The founding class of just 15 to 19 students (another section might be added, which would up the number to 38 students) will start in September 2014 for a tuition-free test run. Then they’ll take a gap year and eventually marry up with the first full-size class that starts in the fall of 2016. The school is seeking academic accreditation under Keck Graduate Institute (KGI), which is part of the Claremont University Consortium, in California.

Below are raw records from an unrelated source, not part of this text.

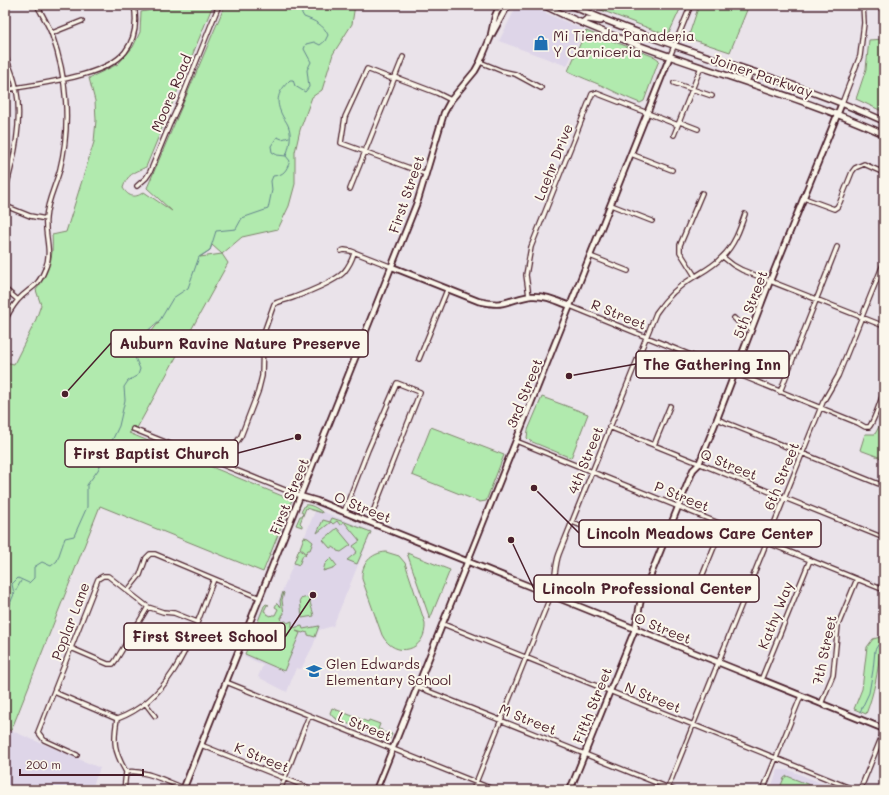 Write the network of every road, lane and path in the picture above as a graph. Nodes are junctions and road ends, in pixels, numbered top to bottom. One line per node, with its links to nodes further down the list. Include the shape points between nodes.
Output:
1 (37, 5): 13 (street)
2 (134, 5): 23 (street, via 135,29 126,51 109,65)
3 (219, 5): 45 (street, Moore Road, via 182,100 150,172)
4 (500, 5): 14 (street)
5 (508, 5): 14 (street)
6 (543, 5): 11 (main road, Joiner Parkway)
7 (570, 5): 12 (main road, Joiner Parkway)
8 (691, 5): 15 (street, 3rd Street)
9 (863, 5): 32 (street, 5th Street, via 864,23 860,56)
10 (82, 21): 13 (street)
11 (582, 23): 12 (main road, via 587,19); 17 (main road, Joiner Parkway)
12 (613, 23): 15 (main road, Joiner Parkway)
13 (52, 33): 23 (street)
14 (491, 36): 19 (street, First Street)
15 (674, 46): 17 (street, 3rd Street); 21 (main road, Joiner Parkway)
16 (5, 55): 26 (street)
17 (670, 56): 20 (main road, Joiner Parkway); 33 (street, 3rd Street)
18 (403, 57): 22 (street)
19 (480, 62): 27 (street, via 515,74); 31 (street, First Street)
20 (701, 67): 24 (main road, Joiner Parkway); 28 (street)
21 (751, 71): 24 (main road); 32 (main road, Joiner Parkway)
22 (395, 77): 31 (street); 40 (street); 40 (street, via 390,78 367,69 345,116 341,143)
23 (63, 79): 26 (street); 53 (street, via 65,143)
24 (746, 82): 34 (main road, Joiner Parkway)
25 (674, 83): 28 (street)
26 (16, 88): 29 (street); 47 (street, via 17,138)
27 (541, 88)
28 (693, 89): 30 (street); 36 (street)
29 (5, 90)
30 (712, 96)
31 (451, 100): 44 (street, First Street, via 441,123)
32 (842, 104): 34 (street, 5th Street); 35 (main road, Joiner Parkway)
33 (647, 113): 36 (street); 41 (street, 3rd Street); 67 (street, Laehr Drive, via 596,93 592,94 531,247 526,274)
34 (838, 114): 38 (main road, Joiner Parkway); 49 (street, 5th Street)
35 (884, 121)
36 (679, 124): 37 (street); 39 (street)
37 (698, 129)
38 (884, 134)
39 (674, 135)
40 (365, 151): 44 (street); 46 (street)
41 (631, 154): 42 (street); 51 (street, 3rd Street)
42 (672, 170)
43 (884, 173): 49 (street, via 864,164 855,168 840,202 834,209)
44 (426, 174): 61 (street, First Street)
45 (137, 186)
46 (350, 189)
47 (5, 191)
48 (702, 193): 63 (street, via 680,245 680,252)
49 (804, 198): 64 (street, 5th Street)
50 (5, 205): 53 (street, via 30,216)
51 (611, 205): 54 (street); 58 (street, 3rd Street)
52 (746, 214): 59 (street, 4th Street, via 734,241)
53 (46, 219): 69 (street, via 49,243 46,267 41,280)
54 (652, 221)
55 (837, 248): 68 (street)
56 (341, 251): 57 (street, R Street)
57 (354, 253): 61 (street, R Street); 90 (street, via 344,273 337,278 274,304 263,334 262,376 258,392 241,436 230,452)
58 (590, 256): 62 (street); 70 (street, 3rd Street)
59 (723, 257): 63 (street, 4th Street); 64 (street, via 742,270)
60 (884, 262): 71 (street, 6th Street)
61 (392, 267): 66 (street, R Street); 93 (street, First Street)
62 (628, 270)
63 (695, 276): 76 (street, 4th Street, via 662,304)
64 (770, 281): 68 (street); 75 (street, 5th Street)
65 (5, 289): 69 (street)
66 (447, 290): 67 (street, R Street, via 490,304); 77 (street)
67 (529, 296): 70 (street, R Street, via 548,297)
68 (816, 299): 71 (street); 80 (street)
69 (18, 300): 73 (street)
70 (570, 306): 76 (street, R Street); 86 (street, 3rd Street)
71 (862, 317): 74 (street); 82 (street, 6th Street, via 836,382)
72 (734, 318): 75 (street, via 740,324)
73 (5, 321)
74 (884, 326)
75 (752, 328): 78 (street, 5th Street)
76 (646, 337): 78 (street, R Street); 84 (street, 4th Street)
77 (419, 359)
78 (736, 374): 80 (street, R Street); 83 (street, 5th Street)
79 (884, 391): 82 (street, R Street, via 873,424 869,428)
80 (780, 392): 82 (street, R Street)
81 (670, 406): 87 (street)
82 (821, 408): 88 (street, 6th Street)
83 (717, 419): 88 (street); 89 (street, 5th Street)
84 (609, 427): 87 (street, Q Street); 91 (street, 4th Street)
85 (133, 429): 90 (street)
86 (516, 441): 91 (street, P Street); 104 (street, 3rd Street)
87 (654, 445): 89 (street, Q Street)
88 (802, 453): 92 (street); 94 (street, 6th Street)
89 (699, 464): 94 (street, Q Street); 95 (street, 5th Street, via 693,470)
90 (225, 466): 93 (street)
91 (592, 472): 95 (street, P Street); 98 (street, 4th Street)
92 (884, 486)
93 (300, 496): 96 (street, O Street); 111 (street, First Street)
94 (784, 498): 101 (street, Q Street); 102 (street, 6th Street)
95 (678, 507): 99 (street, P Street); 115 (street, 5th Street, via 641,599)
96 (344, 512): 97 (street, O Street); 97 (street, via 397,382 420,392)
97 (369, 522): 104 (street, O Street)
98 (572, 522): 100 (street); 109 (street, 4th Street, via 557,561)
99 (723, 525): 102 (street, P Street); 110 (street)
100 (612, 538)
101 (884, 538)
102 (766, 542): 103 (street, P Street); 118 (street, 6th Street)
103 (810, 560): 106 (street, P Street); 119 (street, Kathy Way)
104 (468, 562): 109 (street, O Street); 114 (street, 3rd Street)
105 (214, 579): 107 (street, via 150,554 140,575); 111 (street); 113 (street)
106 (857, 579): 108 (street, P Street); 126 (street, 7th Street, via 838,625 833,675)
107 (128, 590): 112 (street, Poplar Lane); 116 (street, Poplar Lane, via 108,576 98,579)
108 (884, 590)
109 (552, 595): 115 (street, O Street); 117 (street, 4th Street)
110 (694, 596)
111 (260, 598): 120 (street, First Street)
112 (148, 607): 113 (street, Poplar Lane); 116 (street, via 113,664)
113 (197, 622): 125 (street, via 172,674 164,686)
114 (444, 624): 117 (street, N Street); 121 (street, 3rd Street)
115 (635, 629): 118 (street, O Street); 122 (street, Fifth Street)
116 (71, 648): 123 (street, Poplar Lane)
117 (526, 658): 122 (street, N Street); 130 (street, 4th Street)
118 (718, 662): 119 (street, O Street); 131 (street, 6th Street)
119 (761, 680): 124 (street, O Street)
120 (226, 682): 128 (street, L Street); 133 (street, First Street)
121 (418, 687): 130 (street, M Street); 134 (street, 3rd Street)
122 (610, 691): 131 (street, N Street); 135 (street, Fifth Street)
123 (54, 692): 129 (street); 136 (street, Poplar Lane, via 38,732 44,740)
124 (801, 696): 126 (street, O Street); 137 (street, 7th Street)
125 (145, 703): 127 (street); 129 (street)
126 (822, 704): 132 (street, O Street)
127 (155, 716)
128 (309, 716): 134 (street, L Street); 139 (street)
129 (117, 719): 138 (street, via 115,746)
130 (501, 720): 135 (street, M Street); 140 (street, 4th Street)
131 (693, 725): 137 (street, N Street); 142 (street, 6th Street)
132 (884, 730): 153 (street)
133 (201, 745): 139 (street, K Street); 141 (street, First Street)
134 (393, 750): 140 (street, L Street); 146 (street, 3rd Street)
135 (584, 754): 142 (street, M Street); 149 (street, Fifth Street)
136 (77, 755)
137 (776, 758): 151 (street, 7th Street); 152 (street, N Street)
138 (126, 772): 141 (street, via 143,772); 143 (street)
139 (284, 778): 144 (street); 145 (street, K Street)
140 (476, 783): 147 (street, 4th Street); 148 (street, L Street)
141 (183, 789)
142 (667, 789): 150 (street, M Street)
143 (124, 790)
144 (280, 790)
145 (314, 790)
146 (376, 790)
147 (473, 790)
148 (495, 790)
149 (570, 790)
150 (674, 790)
151 (763, 790)
152 (855, 790)
153 (860, 790)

The online nature of the school opens it up to a lot more students in theory, but Nelson says the acceptance rate will be low, although the school will take any student it deems qualified. “It is more difficult to get into Minerva than into Yale,” says Nelson. “Of the 1,200 incoming freshman at Yale, I guarantee you a significant chunk wouldn’t qualify.” That’s because Minerva will be looking for a level of maturity, determination and grit that, says Nelson, other universities aren’t as well prepared to screen for.
The three-step admission process to Minerva is intense: It includes sending in an application with high school grades and examples of excellence; taking some cognitive and noncognitive tests culled by Minerva and offered online; and, for those who pass the first two parts, a Skype interview that has an oral and written component. Minerva does not require SATs.
Still, Minerva has a lot of challenges ahead. First, it must convince high-caliber students to sign up, even though it has no track record to go on. Minerva wants to be considered a high-class educational institution (it’s awaiting accreditation to be called a university), but it hasn’t earned this reputation yet. Second, it has to turn a profit — something a lot of other online universities and educational projects have failed at doing. Nelson says he needs a minimum of 250 students a class to make it worthwhile. “If we aren’t able to recruit that number by the fall of 2015 who are at or above Ivy caliber we won’t launch and we will have failed,” he says. “We’re not in the world of compromises.” And finally, it must convince students that sitting in front of a screen — albeit one that gives individual feedback and is made to encourage participation — will give them an equal educational experience as real-world classrooms. “We are not a university built for the rich,” says Nelson, “but for the capable.” But he still needs the capable to sign up.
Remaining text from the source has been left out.